The Way Back: KCRW-FM (89.9) made a needed about-face when it restored its regular 7 p.m. rebroadcast of Warren Olney’s “Which Way, L.A.?” The hourlong public affairs show regularly airs at 1 p.m., but many of the town’s movers and shakers had been unable to tune in for nearly a month last spring during their evening commutes when the station replaced “Which Way” with a music show.
Seeing the Light: Spanish-language KKHJ-AM (930) found itself under fire as critics charged that much of the station’s “shock radio” programming pushed the bounds of decency, leading the National Hispanic Media Coalition to ask the government to deny the station’s license renewal. Three weeks after the petition was filed, KKHJ found the high road, ending months of planning by changing formats to become the nation’s only 24-hour Spanish-language news station.
That’s a Good One: A recent caller to Laura Schlessinger’s daily advice show (heard weekdays here on KFI) asked the hostess for an “unbiased opinion.” Must have been a new listener.
Low Blow: John Kobylt of KFI’s John and Ken hit bottom on the sensitivity meter last month when, after station colleague Bruce had fielded calls from a Ventura woman who had shot and wounded two people and then later committed suicide, quipped, “Now Tammy Bruce’s listeners are killing themselves.”
Look Who’s Talking Now: KWKW-AM (1330), beset by flagging ratings, dropped its Mexican regional music fare in favor of a talk format in August. The station was rewarded with an immediate bounce in the Arbitron ratings and, three months later, Lotus Communications, KWKW’s parent company, agreed to lease its other L.A. station--KVCA-AM (670), a tropical music outlet--to Miami-based Radio Unica, a Spanish-language network that specializes in--you guessed it--talk radio.

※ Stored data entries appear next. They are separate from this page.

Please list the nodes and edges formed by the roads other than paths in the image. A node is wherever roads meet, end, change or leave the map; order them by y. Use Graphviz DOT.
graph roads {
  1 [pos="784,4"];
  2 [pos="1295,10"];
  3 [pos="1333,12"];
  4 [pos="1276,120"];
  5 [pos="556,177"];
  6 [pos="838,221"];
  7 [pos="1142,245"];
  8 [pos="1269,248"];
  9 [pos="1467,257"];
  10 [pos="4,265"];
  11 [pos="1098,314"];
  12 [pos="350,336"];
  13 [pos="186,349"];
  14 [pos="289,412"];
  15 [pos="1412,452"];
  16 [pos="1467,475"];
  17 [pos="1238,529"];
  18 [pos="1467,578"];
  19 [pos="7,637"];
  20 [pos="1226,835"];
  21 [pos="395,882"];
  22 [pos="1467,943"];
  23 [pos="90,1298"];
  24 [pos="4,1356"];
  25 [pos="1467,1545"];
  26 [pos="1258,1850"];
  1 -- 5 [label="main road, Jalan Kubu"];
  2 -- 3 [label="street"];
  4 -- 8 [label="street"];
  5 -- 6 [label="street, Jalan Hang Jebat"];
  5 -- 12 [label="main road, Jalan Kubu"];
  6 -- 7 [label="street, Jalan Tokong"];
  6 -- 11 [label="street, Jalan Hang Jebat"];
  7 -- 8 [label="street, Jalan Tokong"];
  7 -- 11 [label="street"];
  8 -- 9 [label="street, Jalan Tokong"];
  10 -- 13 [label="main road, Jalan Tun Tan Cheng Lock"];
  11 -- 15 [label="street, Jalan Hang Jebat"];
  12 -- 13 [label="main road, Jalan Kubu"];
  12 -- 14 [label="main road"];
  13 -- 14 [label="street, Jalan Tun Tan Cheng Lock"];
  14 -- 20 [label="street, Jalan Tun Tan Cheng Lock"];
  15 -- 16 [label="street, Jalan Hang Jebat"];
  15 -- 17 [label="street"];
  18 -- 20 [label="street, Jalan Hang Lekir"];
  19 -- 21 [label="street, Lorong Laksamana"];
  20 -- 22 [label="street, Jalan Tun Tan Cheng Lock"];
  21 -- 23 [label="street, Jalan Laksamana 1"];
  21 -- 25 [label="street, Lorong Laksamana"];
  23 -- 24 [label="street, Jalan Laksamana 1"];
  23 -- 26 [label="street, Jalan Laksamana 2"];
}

New Kid on the Block: KSSE-FM (97.5) program director Nestor Rocha, a newcomer from San Jose, has hit on a winning formula with his skin-tight playlist of youth-oriented pop music. Since going on the air in April, KSSE and its potent 72,000-watt signal have climbed to the No. 5 spot among Spanish-language stations, and anecdotal evidence suggests it has built those numbers by siphoning off listeners from adult-contemporary station KLVE.
Zoned Out: Mixed feelings about the creation (from the former KMPC-AM) and eventual demise of lifestyle-oriented, female-driven KTZN-AM (710), otherwise known as The Zone, and its reincarnation as KDIS, the L.A. outlet for the national kid-oriented Radio Disney programming. Female hosts discussing issues in daily radio are too few, and though it was nice having a home at KABC’s sister station, it did strike us as rather separate and unequal to have KABC, the primary station, given over to the guys while lower-ranked KTZN became the place for the women. Whoever decided that lifestyle was necessarily a woman’s primary interest anyway?